Microsoft pede "norma global"
Em 2015, o SVR já terá desencadeado uma ação que envolveu o Departamento de Estado, o Pentágono e as redes de e-mail não classificadas da Casas Branca, entre outros alvos, mas o governo de Barack Obama viu este ataque como uma ação de espionagem clássica que não mereceu retaliação nem acusação publica da Rússia, como explicou na altura Michael Daniel, que era o coordenador cibernético da Casa Branca. Desta vez, no entanto, o contexto é diferente. Há muita informação sobre estas violações, que poderão ter atingido uma escala sem precedentes, e o público está mais atento aos ataques cibernéticos da Rússia depois das informações que foram divulgadas sobre a sua interferência nas eleições de 2016.

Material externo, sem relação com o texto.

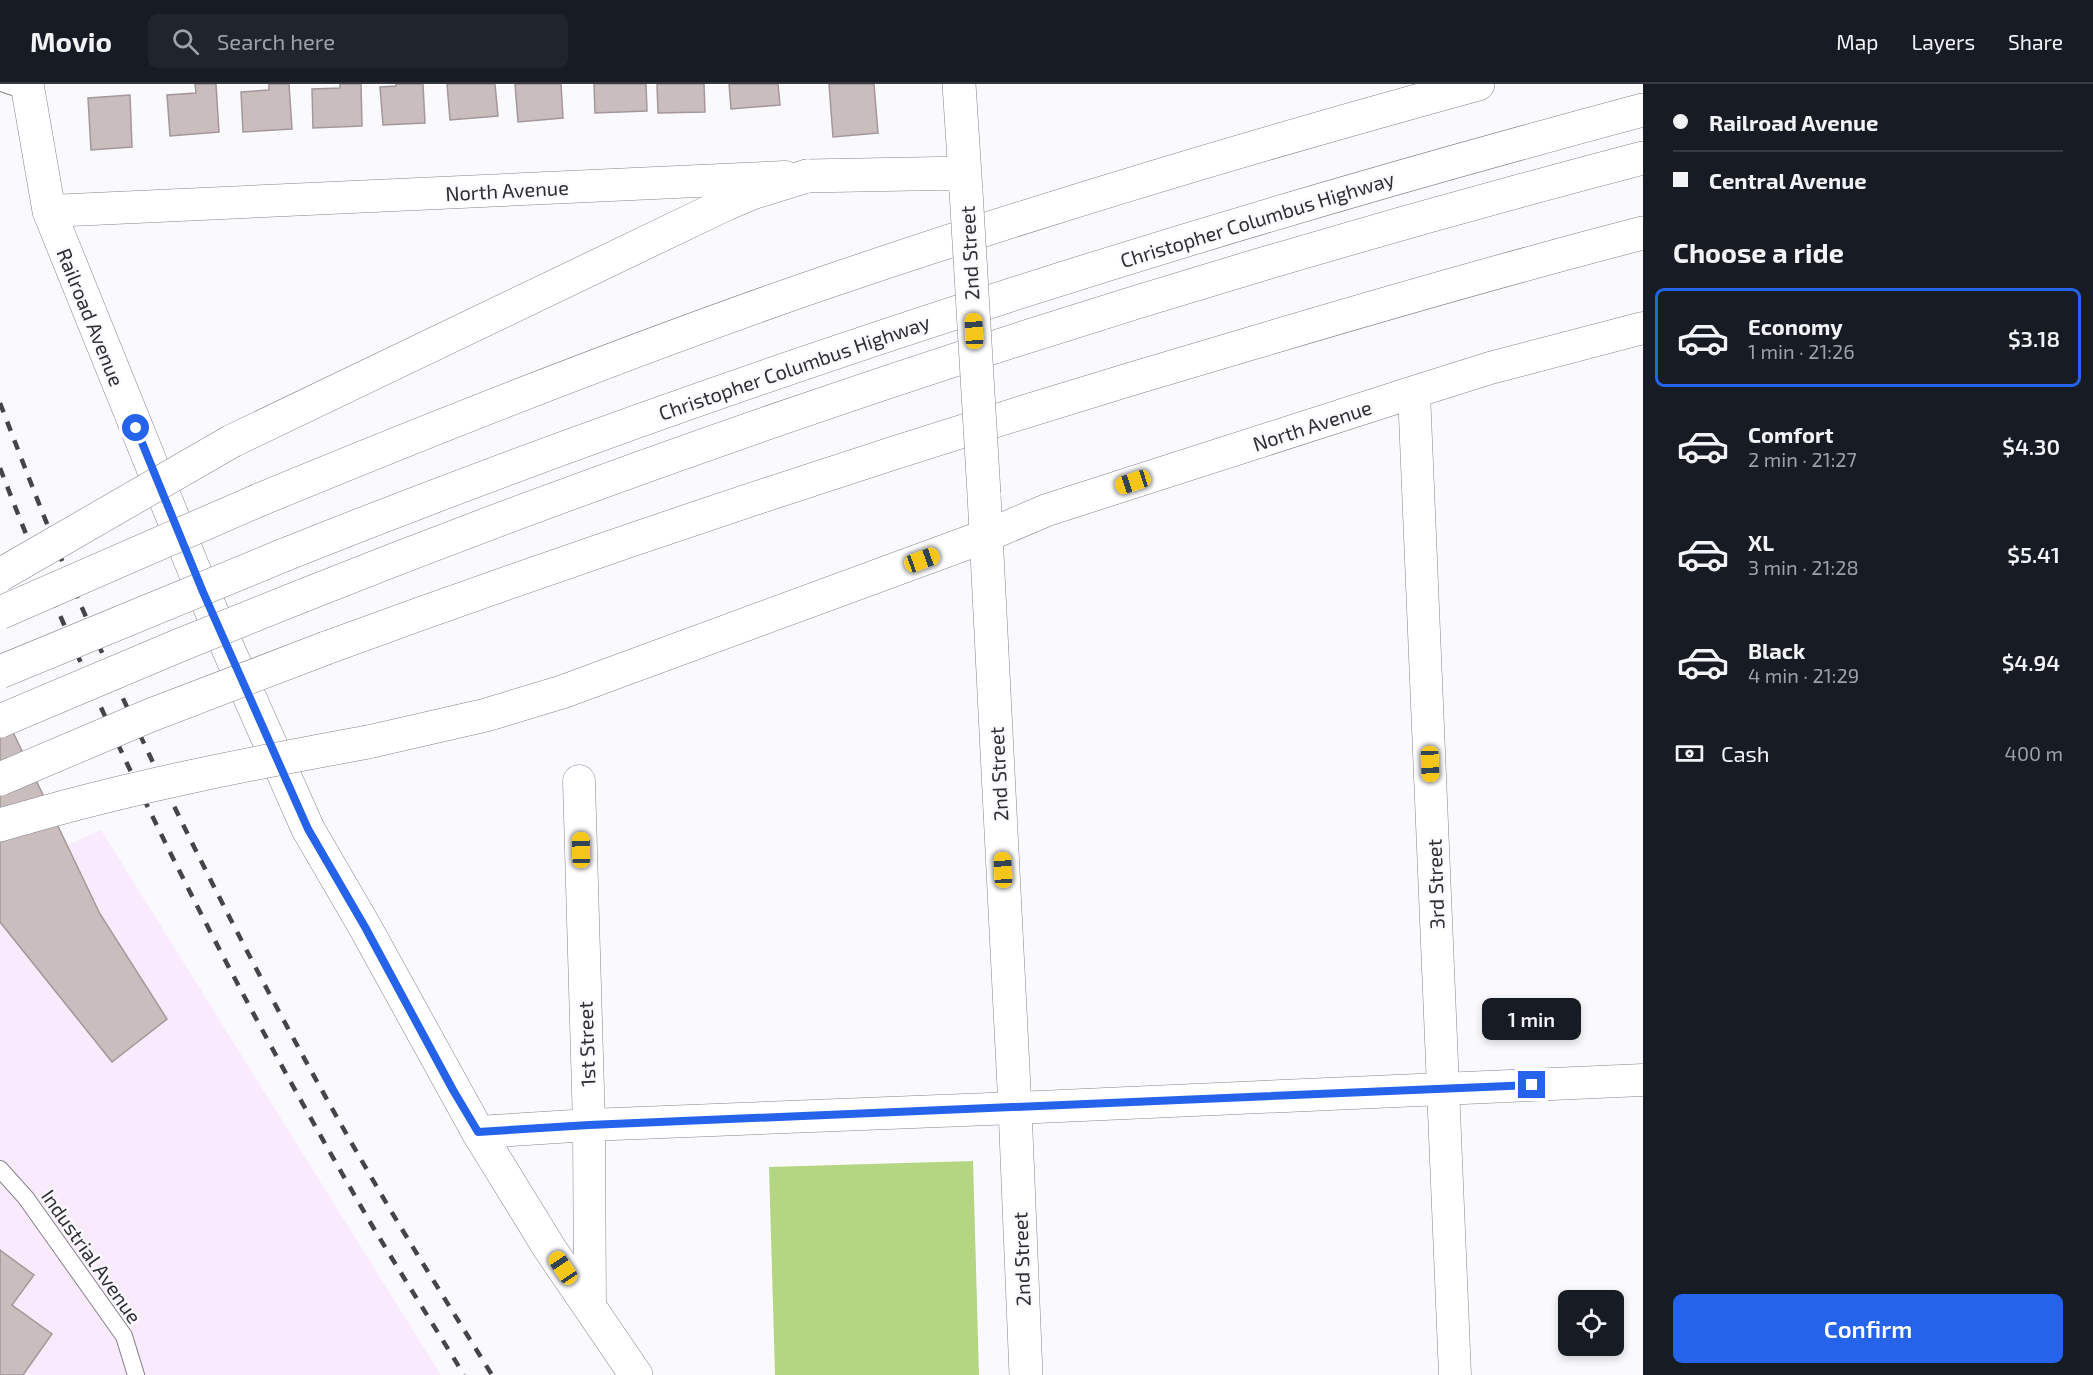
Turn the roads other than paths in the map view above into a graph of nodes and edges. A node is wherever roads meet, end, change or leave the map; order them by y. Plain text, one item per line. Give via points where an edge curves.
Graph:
1 (959, 84) edge
2 (1478, 84) edge
3 (20, 87) edge
4 (1643, 110) edge
5 (1643, 158) edge
6 (807, 176) junction
7 (965, 182) junction
8 (49, 211) junction
9 (1643, 233) edge
10 (1643, 327) edge
11 (1414, 392) junction
12 (986, 536) junction
13 (0, 575) edge
14 (0, 613) edge
15 (0, 672) edge
16 (0, 721) edge
17 (0, 779) edge
18 (579, 782) dead end
19 (0, 825) edge
20 (1643, 1080) edge
21 (1443, 1089) junction
22 (1016, 1108) junction
23 (589, 1125) junction
24 (478, 1132) junction
25 (0, 1169) edge
26 (590, 1307) junction
27 (136, 1375) edge
28 (636, 1375) edge
29 (1026, 1375) edge
30 (1455, 1375) edge

1 - 7 main road, 2nd Street
2 - 14 main road, bridge via 1124,187 815,287 520,395 259,500
3 - 8 main road, Railroad Avenue
4 - 15 main road, Christopher Columbus Highway, bridge via 1319,199 898,331 565,447 284,555
5 - 16 main road, bridge via 1347,240 933,367 516,513 170,649
6 - 7 main road, North Avenue
6 - 8 street, North Avenue
6 - 13 main road, bridge via 726,204 232,441
7 - 12 main road, 2nd Street, bridge
8 - 24 main road, Railroad Avenue via 199,581 308,829
9 - 17 main road, bridge via 1129,379 643,535 326,648
10 - 11 street, North Avenue
11 - 12 street, North Avenue via 1047,510
11 - 21 street, 3rd Street
12 - 19 main road, bridge via 542,698 459,722 151,785
12 - 22 main road, 2nd Street
18 - 23 street, 1st Street
20 - 21 street
21 - 22 street
21 - 30 street, 3rd Street
22 - 23 street
22 - 29 main road, 2nd Street
23 - 24 street
23 - 26 street, 1st Street
24 - 26 main road, Railroad Avenue
25 - 27 lane, Industrial Avenue via 26,1198 124,1336
26 - 28 main road, Railroad Avenue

Apesar do SVR ser conhecido principalmente pelas ações de espionagem, alguns analistas consideram que a atividade agora denunciada pode ser percursora de algo mais e, por isso mesmo, “a atribuição (de culpas à Rússia) feita por Pompeo é um passo muito importante”, comenta Tom Bossert, que foi conselheiro de segurança interna de Trump até abril de 2018, citado pelo The Wasington Post.

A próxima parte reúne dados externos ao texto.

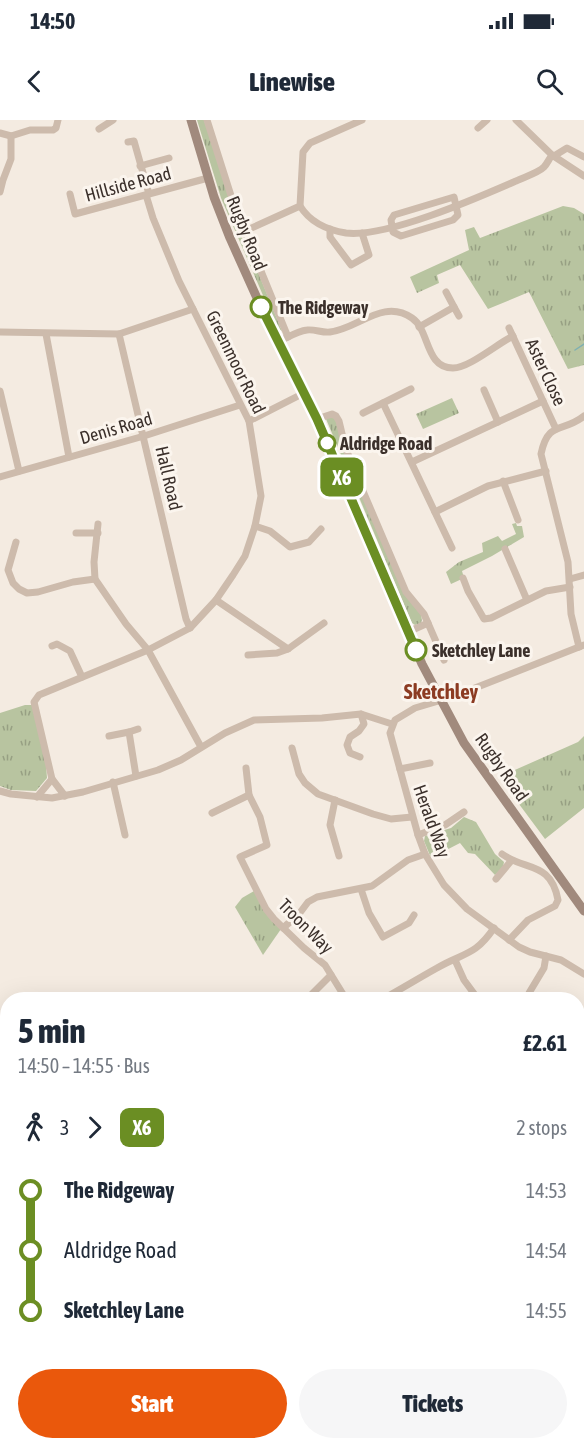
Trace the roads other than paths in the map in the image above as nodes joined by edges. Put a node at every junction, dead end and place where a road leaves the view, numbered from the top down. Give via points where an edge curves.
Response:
1 (58, 120) edge
2 (113, 120) edge
3 (191, 120) edge
4 (207, 120) edge
5 (362, 120) edge
6 (487, 120) edge
7 (516, 120) edge
8 (478, 128) dead end
9 (99, 129) dead end
10 (0, 133) edge
11 (11, 136) junction
12 (128, 142) dead end
13 (553, 156) junction
14 (584, 157) edge
15 (169, 158) dead end
16 (140, 166) junction
17 (584, 176) edge
18 (208, 178) junction
19 (1, 179) edge
20 (0, 192) edge
21 (70, 194) dead end
22 (147, 195) junction
23 (300, 206) junction
24 (456, 206) junction
25 (392, 227) junction
26 (330, 229) junction
27 (245, 231) junction
28 (362, 233) junction
29 (446, 292) dead end
30 (454, 307) junction
31 (193, 309) junction
32 (459, 316) dead end
33 (419, 327) junction
34 (509, 328) dead end
35 (0, 332) edge
36 (46, 334) junction
37 (119, 334) junction
38 (513, 336) junction
39 (288, 338) junction
40 (278, 342) junction
41 (411, 389) dead end
42 (484, 390) dead end
43 (0, 391) edge
44 (304, 393) junction
45 (543, 401) junction
46 (383, 403) junction
47 (240, 405) junction
48 (363, 413) dead end
49 (584, 416) edge
50 (317, 419) junction
51 (249, 421) junction
52 (498, 422) junction
53 (556, 429) junction
54 (144, 436) junction
55 (69, 457) junction
56 (412, 462) junction
57 (19, 471) junction
58 (546, 471) junction
59 (0, 477) edge
60 (503, 482) junction
61 (435, 512) junction
62 (518, 520) dead end
63 (98, 524) dead end
64 (255, 526) junction
65 (321, 529) dead end
66 (76, 533) dead end
67 (98, 533) junction
68 (16, 542) dead end
69 (452, 548) dead end
70 (505, 549) dead end
71 (584, 575) edge
72 (463, 578) dead end
73 (95, 579) junction
74 (570, 583) junction
75 (216, 600) junction
76 (528, 600) junction
77 (324, 623) dead end
78 (428, 623) junction
79 (190, 628) junction
80 (408, 632) junction
81 (52, 646) dead end
82 (581, 646) edge
83 (288, 649) junction
84 (148, 650) junction
85 (248, 655) dead end
86 (440, 658) dead end
87 (82, 676) junction
88 (440, 700) junction
89 (361, 714) junction
90 (393, 724) junction
91 (138, 729) dead end
92 (129, 732) junction
93 (109, 736) dead end
94 (201, 747) junction
95 (292, 748) dead end
96 (360, 757) dead end
97 (430, 764) dead end
98 (246, 768) dead end
99 (400, 769) junction
100 (136, 776) junction
101 (52, 779) junction
102 (113, 782) junction
103 (0, 791) edge
104 (249, 795) junction
105 (65, 796) junction
106 (37, 797) junction
107 (335, 800) junction
108 (464, 812) dead end
109 (212, 813) dead end
110 (411, 817) junction
111 (125, 835) dead end
112 (418, 835) junction
113 (425, 854) junction
114 (502, 854) dead end
115 (339, 856) dead end
116 (512, 861) junction
117 (496, 879) dead end
118 (361, 889) junction
119 (584, 911) edge
120 (414, 915) dead end
121 (283, 928) junction
122 (495, 928) junction
123 (509, 940) junction
124 (546, 956) junction
125 (455, 960) junction
126 (584, 974) edge
127 (331, 975) junction
128 (314, 992) edge
129 (342, 992) edge
130 (395, 992) edge
131 (473, 992) edge
132 (530, 992) edge

1 - 11 street via 53,130 30,130
2 - 9 street
3 - 18 main road, Rugby Road
4 - 27 street
5 - 23 street via 305,147
6 - 8 street
7 - 13 street
10 - 11 street
11 - 19 street via 11,159
12 - 16 street, Greenmoor Road via 134,141
13 - 14 street via 567,148
13 - 17 street
13 - 24 street via 544,168
15 - 16 street
16 - 22 street, Greenmoor Road
18 - 22 street, Hillside Road
18 - 40 main road, Rugby Road via 230,238
19 - 20 street
21 - 22 street, Hillside Road via 75,214
22 - 31 street, Greenmoor Road via 166,252
23 - 26 street via 318,224
23 - 27 street
24 - 25 street
24 - 25 street via 458,215 453,219 401,236
25 - 28 street
26 - 28 street
26 - 28 street via 330,237 351,265 369,255
27 - 39 street
29 - 30 street
30 - 32 street
30 - 33 street
31 - 37 street
31 - 47 street, Greenmoor Road
33 - 38 street via 435,360 452,368
33 - 39 street via 411,317 391,310 330,332 308,330
34 - 38 street, Aster Close
35 - 36 street
36 - 37 street
36 - 55 street
37 - 54 street, Hall Road
38 - 45 street, Aster Close
39 - 40 street
40 - 44 main road, Rugby Road
41 - 46 street
42 - 52 street
43 - 57 street
44 - 50 main road, Rugby Road
44 - 51 street
45 - 52 street
45 - 53 street, Aster Close
46 - 48 street
46 - 56 street
47 - 51 street, Greenmoor Road
47 - 54 street, Denis Road
49 - 53 street
50 - 78 street via 332,414 339,421 354,470 406,592
50 - 80 main road, Rugby Road
51 - 64 street, Greenmoor Road via 261,496
52 - 56 street
53 - 58 street via 544,440
54 - 55 street, Denis Road
54 - 79 street, Hall Road
55 - 57 street, Denis Road
56 - 61 street
57 - 59 street, Denis Road
58 - 60 street
58 - 74 street
60 - 61 street
60 - 62 street
61 - 69 street
63 - 67 street
64 - 65 street via 270,531 290,547 309,542
64 - 75 street, Greenmoor Road via 245,556
66 - 67 street
67 - 73 street
68 - 73 street via 8,570 13,583 27,593
70 - 76 street
71 - 74 street
72 - 76 street via 484,619
73 - 84 street
74 - 76 street
74 - 82 street via 571,614
75 - 79 street, Greenmoor Road
75 - 83 street
77 - 83 street
78 - 80 street
78 - 86 street
79 - 84 street, Greenmoor Road
80 - 88 main road, Rugby Road
81 - 87 street via 57,644 70,651
82 - 88 street
83 - 85 street
84 - 87 street, Greenmoor Road
84 - 94 street
87 - 101 street, Greenmoor Road via 39,695 34,702
88 - 90 street via 409,711
88 - 119 main road, Rugby Road via 464,743
89 - 90 street
89 - 94 street via 254,720
89 - 96 street via 364,724 347,745 350,753
90 - 99 street, Herald Way via 390,733
91 - 92 street
92 - 93 street
92 - 100 street
94 - 100 street via 181,760
95 - 107 street via 305,783 318,794
97 - 99 street
98 - 104 street
99 - 110 street, Herald Way
100 - 102 street
101 - 105 street
101 - 106 street
102 - 105 street
102 - 111 street
103 - 106 street
104 - 109 street
104 - 121 street, Troon Way via 267,845 240,856 266,909
105 - 106 street
107 - 110 street via 391,819
107 - 115 street via 330,825
108 - 112 street via 445,825
110 - 112 street, Herald Way
112 - 113 street, Herald Way
113 - 118 street
113 - 122 street, Herald Way via 451,894
114 - 116 street
116 - 117 street
116 - 123 street via 544,873 558,900 555,906 528,920
118 - 120 street via 383,937 410,923
118 - 121 street via 317,897
121 - 127 street, Troon Way
122 - 123 street, Herald Way
122 - 125 street via 478,948
123 - 124 street, Herald Way
124 - 126 street, Herald Way via 571,964
124 - 132 street via 544,968
125 - 130 street
125 - 131 street
127 - 128 street
127 - 129 street, Troon Way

“Os Estados Unidos agora podem focar-se nisto e unir o mundo contra esse ultraje”, comenta Bossert, alertando para o facto de o governo russo estar a colocar em risco as redes norte-americanas. “Até começarmos a defender a infraestrutura digital como se as operações comerciais e governamentais dependessem dela, continuaremos sem leme", acrescentou.
A Microsoft também já avisou várias agências federais para o facto das suas redes terem sido violadas no último fim de semana, admitiu o presidente da empresa, Brad Smith. Só a sua empresa noticiou mais de 40 clientes que sofreram violação. Destes, 80% estavam nos Estados Unidos, mas os restantes estão dispersos por vários países, do Canadá, ao México, Bélgica, Espanha, Grã-Bretanha, Israel e Emirados Árabes Unidos.
Uma defesa vunerável
O governo dos EUA tem gasto milhares de milhões de dólares em sistemas de segurança para detetar ataques cibernéticos, mas continua a ser vulnerável. Na passada quarta-feira, o Departamento de Segurança Interna Cibersegurança e a Agência de Segurança de Infraestrutura (CISA) emitiu um alerta em que classifica os hackers como "um risco grave" para o governo federal, assim como para os governos estaduais e locais, entidades de infraestrutura crítica e setor privado.
Um dos ataques às redes americanas foi concretizado através de uma atualização de software de computador feita pela empresa texana SolarWinds. De acordo com a empresa, cerca de 18 mil clientes foram potencialmente expostos neste ataque em que os russos secretamente terão adicionado malware à atualização, permitindo a entrada dos piratas informáticos nos sistemas dos seus alvos.
Mas Brad Smith deixa claro que se muitas pessoas foram vítimas de ataques cibernéticos e muitas dessas pessoas são clientes da Microsoft, isso não significa que foram atacados pela nuvem da Microsoft. Num post no seu blog, o presidente da empresa já pediu uma "norma global" para proibir o tipo de “atividade ampla e imprudente” como a que foi usada contra a SolarWinds e os seus clientes.